After details from an official autopsy on Michael Brown were exposed to reporters, legal counsel for Darren Wilson, the officer who shot and killed the slain teen, spoke out for the first time since the investigation, saying "we were not responsible for any leaks to any media including those published in the NY Times and the St. Louis Post Dispatch."
The Thursday morning statement went on to say: "Further, we are not in possession of any of the disclosed reports or the investigative report. Finally, as long as the Grand Jury continues to meet and the Department of Justice continues to investigate, any commentary on this matter should only be done in the appropriate judicial venue and not through the media."
Hours after the details were published -- which could bolster his killer's claim of self-defense -- one of the experts whose analysis was central to those claims told msnbc that her analysis of the findings had been taken out of context.
“You cannot interpret autopsy reports in a vacuum. You need to do it in the context of the scene, the investigation and the witness statements,” Dr. Judy Melinek said. “Sometimes when you take things out of context they can be more inflammatory.”

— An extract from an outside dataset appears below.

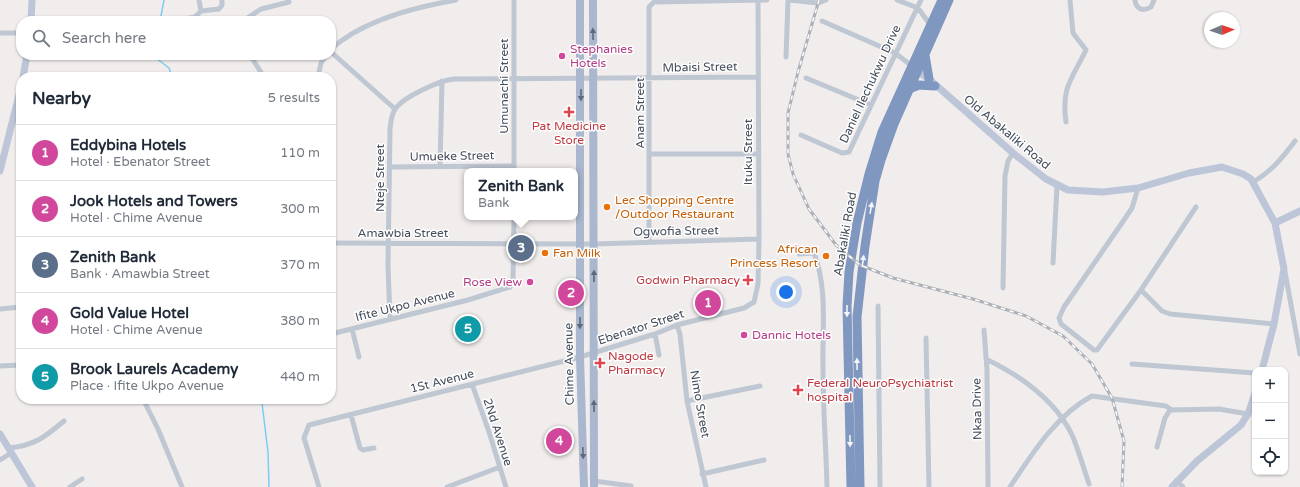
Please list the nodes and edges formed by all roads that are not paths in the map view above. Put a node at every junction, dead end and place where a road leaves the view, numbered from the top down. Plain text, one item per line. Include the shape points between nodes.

The report, obtained and published by the St. Louis Post-Dispatch on Wednesday, provides the most detailed account of Brown’s injuries from the Aug. 9 shooting in Ferguson, Missouri, in which police officer Darren Wilson fatally shot the unarmed teen.
The findings align closely with an autopsy performed at the request of Brown’s family in late August, indicating Brown had been shot at least six times and suffered wounds to the head, upper body, arm and hand. This latest report indicates Brown suffered six entry wounds and three exit wounds.
But there is one key difference in the two reports -- a discrepancy that could likely shape the perception of the events that led to Wilson’s killing of Brown.
The private autopsy, conducted by renowned forensic pathologist Dr. Michael Baden, found that Brown’s wounds, including a wound to his right hand, suggested Wilson had been one foot to 30 feet away when he shot Brown -- a distance not considered close range.
This latest autopsy, conducted by the St. Louis County Medical Examiner, shows that the wound to Brown’s hand was inflicted at a much closer range. Those findings support Wilson’s narrative -- gleaned by county investigators -- that he had first shot Brown during a struggle at the officer’s vehicle when Brown reached for Wilson’s gun.
Wilson unholstered his weapon and “the weapon was discharged during the struggle,” the investigators said.
There is no dispute that a struggle between the two men took place at the car. The question is whether Brown reached for Wilson’s gun during the altercation and whether he was the aggressor.
According to the report, Wilson fired twice inside his vehicle, striking Brown before he fled the vehicle and was shot down by Wilson moments later.
A pair of experts, including Melinek -- a forensic pathologist from San Francisco -- and St. Louis medical examiner Dr. Michael Graham, told reporters on Wednesday that Brown’s wounds were consistent with Wilson’s explanation of events.
Later that day, Melinek told msnbc that her words had been partly misconstrued.
Melinek said that she had compared the forensic evidence included in the official autopsy report and Wilson’s statements and found them consistent. Since the report indicated the wound to Brown’s right thumb was close and in line to the barrel of Wilson’s gun when it discharged, it could mean he had been reaching for the gun.
“I’m not saying that Brown going for the gun is the only explanation. I’m saying the officer said he was going for the gun and the right thumb wound supports that,” she said. “I have limited information. It could also be consistent with other scenarios. That’s the important thing. That’s why the witnesses need to speak to the grand jury and the grand jury needs to hear all the unbiased testimony and compare those statements to the physical evidence.”
Melinek said that interpreting the forensic findings is often subjective.
“If other witnesses have statements as to where [Brown’s] hands were, they could also be consistent with the forensic findings if they line up with the injury trajectory and distance,” she said.
Melinek added that the only statement she compared to the forensic evidence was that made by Wilson and that a number of other scenarios could also be possible, including Brown trying to protect himself or his hands for whatever reason being near the muzzle of Wilson’s gun.
The new autopsy also found the fatal shots had come from a downward motion into the top of Brown’s head. Another gunshot struck Brown in the forehead, a third to his chest, two in his upper arm and one two the back of his forearm.
All but one of the gunshots, Melinek said, seem to have struck Brown in the front of his body, which is consistent with witnesses who said Brown had been facing Wilson when he was shot. Depending on any witnesses physical proximity to the shooting, Brown could have been turning to Wilson in surrender, stumbling toward him after being shot or charging him.
The shot to the back of Brown’s upper arm, Melinek said, suggested he could have been shot from behind.
Nearly a half-dozen witnesses say that after an initial altercation at Wilson’s car, Brown fled and that Wilson gave chase, firing at him from behind. At one point, they say, Brown turned with his hands up and Wilson fired the final, fatal shots. Unnamed sources quoted in both local and national news reports say Wilson has testified that he fired twice from his car and several times after Brown ran, turned, and then charged at him.